2 Mart 2010 Salı

İktisat ve Marx

“Ekonominin temel misyonu, burjuva toplumunun ve kapitalizmin anlaşılmasını engellemek ve olup bitenleri meşrulaştırmaktır.” Karl Marx


Yıllardır klasik burjuva iktisadın egemenliğinde gelişen iktisat eğitimi, hem toplumun genel çıkarları ile uyuşmazlığı, hem de alternatif ekonomik modellere kapalı olma özelliğinden dolayı, şiddetle eleştirilmesi gerekilirken, bilinci sömürgeleşmiş ülke aydınları-iktisatçıları veya yöneticileri, bu iktisat mantığını eleştiri süzgecinden geçirmeden, genel geçer evrensel bir ilke olarak kabul ediyor. Bir kişide çıkıp “Yahu yıllardır bu mantıkla hareket etmemize rağmen, neden yoksulluk, açlık, krizler ve savaşlar son bulmuyor?” sorusunu sormayı aklına getirmiyor. Bu soruya mantıklı ve objektif bir cevap verilmediği sürece, tüm canlılar ve gezegen üzerinde varlığını meşrulaştıran kapitalist sömürü, tüm hızıyla etki alanını genişletecektir.

Burjuva iktisadının kimi “yasaları” tarafından meşrulaştırılan kapitalist sömürüyü ve sömürünün toplumsal yansımalarını, bilimsel sorumluluk temelinde masaya yatırmak, her şeyden önce ahlaki bir görevdir. Bu amaçla, burjuva iktisat kitaplarında adeta “kutsal metinler” gibi öğretilen, daha doğrusu fetişleştirilen bir iktisat/iktisatçı teorisini burada kısaca ele almaya çalışacağım.

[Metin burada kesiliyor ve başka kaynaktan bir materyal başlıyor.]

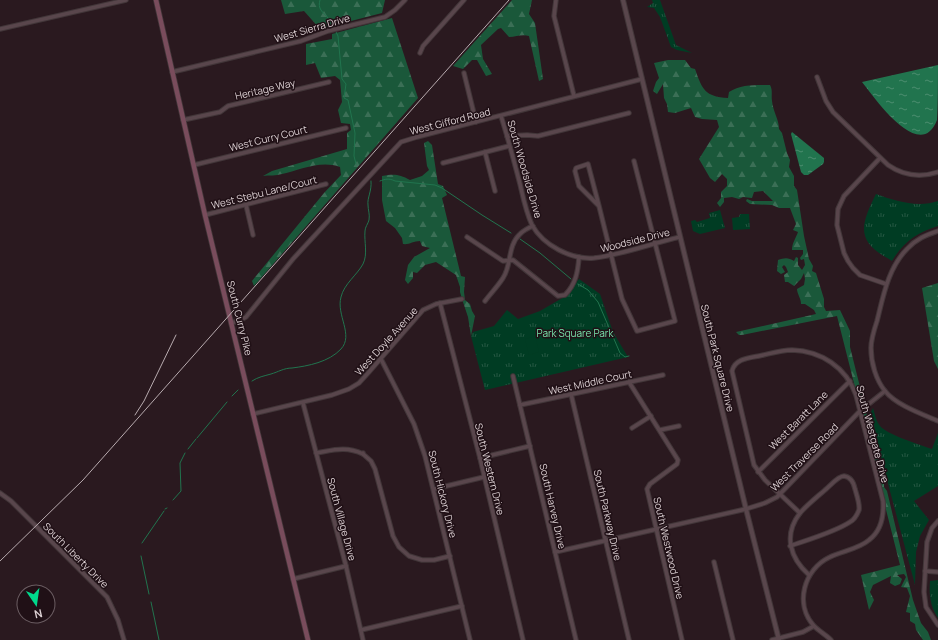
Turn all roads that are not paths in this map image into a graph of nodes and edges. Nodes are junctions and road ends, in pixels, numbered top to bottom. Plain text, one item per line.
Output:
1 (126, 0) edge
2 (156, 0) edge
3 (405, 0) edge
4 (464, 0) edge
5 (556, 0) edge
6 (623, 0) edge
7 (0, 29) edge
8 (420, 53) dead end
9 (172, 72) junction
10 (464, 73) dead end
11 (817, 77) dead end
12 (642, 79) junction
13 (329, 82) dead end
14 (574, 96) junction
15 (629, 113) dead end
16 (501, 116) junction
17 (183, 120) junction
18 (476, 122) junction
19 (346, 128) dead end
20 (507, 136) junction
21 (509, 146) junction
22 (485, 152) junction
23 (880, 158) junction
24 (634, 161) dead end
25 (442, 163) dead end
26 (194, 165) junction
27 (938, 172) edge
28 (326, 184) dead end
29 (495, 191) dead end
30 (246, 205) junction
31 (599, 206) junction
32 (205, 215) junction
33 (533, 226) junction
34 (938, 231) edge
35 (253, 236) dead end
36 (466, 237) dead end
37 (680, 237) junction
38 (654, 243) junction
39 (610, 255) junction
40 (579, 257) junction
41 (510, 261) junction
42 (886, 284) junction
43 (462, 299) dead end
44 (485, 301) dead end
45 (440, 303) junction
46 (231, 323) junction
47 (381, 359) junction
48 (663, 375) dead end
49 (513, 376) dead end
50 (850, 381) junction
51 (629, 382) junction
52 (885, 392) junction
53 (571, 394) junction
54 (303, 403) junction
55 (520, 405) junction
56 (860, 411) junction
57 (253, 414) junction
58 (651, 416) junction
59 (938, 421) edge
60 (679, 426) dead end
61 (632, 428) dead end
62 (660, 430) junction
63 (530, 446) junction
64 (316, 453) junction
65 (480, 458) junction
66 (758, 472) junction
67 (484, 477) junction
68 (434, 489) junction
69 (0, 493) edge
70 (779, 494) junction
71 (746, 509) junction
72 (800, 513) junction
73 (938, 521) edge
74 (656, 529) junction
75 (606, 540) junction
76 (790, 546) junction
77 (555, 552) junction
78 (450, 556) junction
79 (714, 562) dead end
80 (346, 566) junction
81 (925, 571) junction
82 (938, 572) edge
83 (809, 575) junction
84 (293, 579) junction
85 (462, 606) junction
86 (938, 625) edge
87 (814, 626) junction
88 (361, 630) junction
89 (779, 639) edge
90 (124, 640) edge
91 (308, 640) edge
92 (363, 640) edge
93 (470, 640) edge
94 (523, 640) edge
95 (576, 640) edge
96 (629, 640) edge
97 (682, 640) edge
98 (733, 640) edge
99 (772, 640) edge
100 (831, 640) edge

1 - 7 street
2 - 9 main road, South Curry Pike
3 - 9 street, West Sierra Drive
4 - 8 street
5 - 14 street
6 - 12 street
9 - 17 main road, South Curry Pike
10 - 18 street
11 - 23 street
12 - 14 street, West Gifford Road
12 - 37 street, South Park Square Drive
13 - 17 street, Heritage Way
14 - 16 street, West Gifford Road
15 - 20 street
16 - 18 street, West Gifford Road
16 - 20 street, South Woodside Drive
17 - 26 main road, South Curry Pike
18 - 46 street, West Gifford Road
19 - 26 street, West Curry Court
20 - 21 street, South Woodside Drive
21 - 22 street
21 - 33 street, South Woodside Drive
22 - 25 street
22 - 29 street
23 - 27 street
23 - 42 street
24 - 38 street
26 - 32 main road, South Curry Pike
28 - 30 street, West Stebu Lane/Court
30 - 32 street, West Stebu Lane/Court
30 - 35 street
31 - 31 street
31 - 39 street
32 - 46 main road, South Curry Pike
33 - 40 street, Woodside Drive
33 - 41 street
34 - 42 street
36 - 41 street
37 - 38 street, Woodside Drive
37 - 71 street, South Park Square Drive
38 - 39 street, Woodside Drive
38 - 39 street
39 - 40 street, Woodside Drive
40 - 41 street
41 - 44 street
42 - 52 street
43 - 45 street, West Doyle Avenue
45 - 47 street, West Doyle Avenue
45 - 65 street, South Western Drive
46 - 57 main road, South Curry Pike
47 - 54 street, West Doyle Avenue
47 - 68 street, South Hickory Drive
48 - 51 street, West Middle Court
49 - 55 street, South Harvey Drive
50 - 56 street, South Westgate Drive
50 - 66 street, West Baratt Lane
50 - 66 street, South Westgate Drive
51 - 53 street, West Middle Court
51 - 58 street, South Westwood Drive
52 - 56 street, West Traverse Road
52 - 59 street
53 - 55 street, West Middle Court
53 - 75 street, South Parkway Drive
54 - 57 street, West Doyle Avenue
54 - 64 street, South Village Drive
55 - 63 street, South Harvey Drive
56 - 70 street, West Traverse Road
56 - 83 street, South Westgate Drive
57 - 84 main road, South Curry Pike
58 - 61 street
58 - 62 street, South Westwood Drive
60 - 62 street
62 - 74 street, South Westwood Drive
63 - 65 street
63 - 77 street, South Harvey Drive
64 - 78 street
64 - 80 street, South Village Drive
65 - 67 street, South Western Drive
66 - 70 street, South Westgate Drive
67 - 68 street
67 - 94 street, South Western Drive
68 - 78 street, South Hickory Drive
69 - 90 street, South Liberty Drive
70 - 71 street, West Traverse Road
70 - 72 street, South Westgate Drive
71 - 74 street, West Traverse Road
71 - 89 street, South Park Square Drive
72 - 76 street
72 - 76 street
73 - 81 street
74 - 75 street, West Traverse Road
74 - 97 street, South Westwood Drive
75 - 77 street, West Traverse Road
75 - 96 street, South Parkway Drive
76 - 83 street
77 - 95 street, South Harvey Drive
78 - 85 street, South Hickory Drive
79 - 98 street
80 - 84 street
80 - 88 street, South Village Drive
81 - 82 street
81 - 86 street
83 - 87 street, South Westgate Drive
84 - 91 main road, South Curry Pike
85 - 88 street
85 - 93 street, South Hickory Drive
87 - 89 street
87 - 100 street, South Westgate Drive
88 - 92 street, South Village Drive
89 - 99 street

Örneğin, burjuva ideologları tarafından işgücüne yönelik geliştirilen “nitelikli-niteliksiz işgücü” ayrımı, özünde emeğe yapılan bilinçli bir hakarettir. Gerçi kapitalizmin ilk yıllarından itibaren emeği sömüren -o dönemlerde, kadınlar ve çocuklar 15 saat kesintisiz çalıştırılıyordu- bir mantığın, böylesi bir ayrım yapması, aslında pek de bizi şaşırtmaması gereken bir durumdur. Çünkü kapitalist sistem, varlığını ancak bu ayrım üzerinden sağlama alıyor ve kendi çıkarı doğrultusunda niteliksiz bir işgücü kitlesi oluşturmak istiyor. Bu noktada, nitelikli işgücüne ve onun eğitimine de önem vermeyi asla ihmal etmiyor. Zira liberalizmin “babası” sayılan Adam Smith bile, ancak ve ancak “iktisadi-kapitalist gelişmeye katkı sağlama” koşulu ve amacıyla böyle bir eğitime destek veriyordu. Yani burada, işgücü için sosyal hayatta işe yarayacak temel becerileri kazandırma veya bireysel bir gelişim sağlama amacı söz konusu değil. Tam tersine, katıksız bir sömürü mekanizmasının işleyiş mantığı var ortada. Bununla birlikte, kapitalist sistem aynı zamanda niteliksiz işgücüne de ihtiyaç duyuyor. Çünkü sistemin icadı olan niteliksiz işgücü -ucuz-vasıfsız emek- denklemi, daima kapitalistler lehine çalışıyor. Bu kapitalizmin, Marx'ın “yedek işçi ordusu” diye tanımladığı temel özelliklerinden biri. Yedek işçi ordusu, kapitalizmin temel özelliklerinden biri olmanın ötesinde, piyasa sisteminin kârlı bir şekilde işlemesini sağlayacak şekilde maliyetleri düşük tutmaya yardımcı olur ve işçilere karşı sürekli ve etkili bir silah olarak iş görür. Yedek işçi ordusu, işçi sınıfının burjuvaziye karşı mücadelesinde, sırtındaki en büyük yüklerden biridir. Böylesi bir işgücü ordusu, aynı zamanda emeği denetim ve kontrol altında tutmanında bir aracıdır. Çünkü çalışan işçilerin yerini almaya hazır büyük bir işsiz emek kaynağını el altında tutmak, ücretlerin hızlı yükselmesini önlemeye yardımcı olur. Tüm bu olgular, mevcut kapitalist emek sömürüsünün kaynağını görmemiz açısından, hala geçerliliğini sürdürmektedir.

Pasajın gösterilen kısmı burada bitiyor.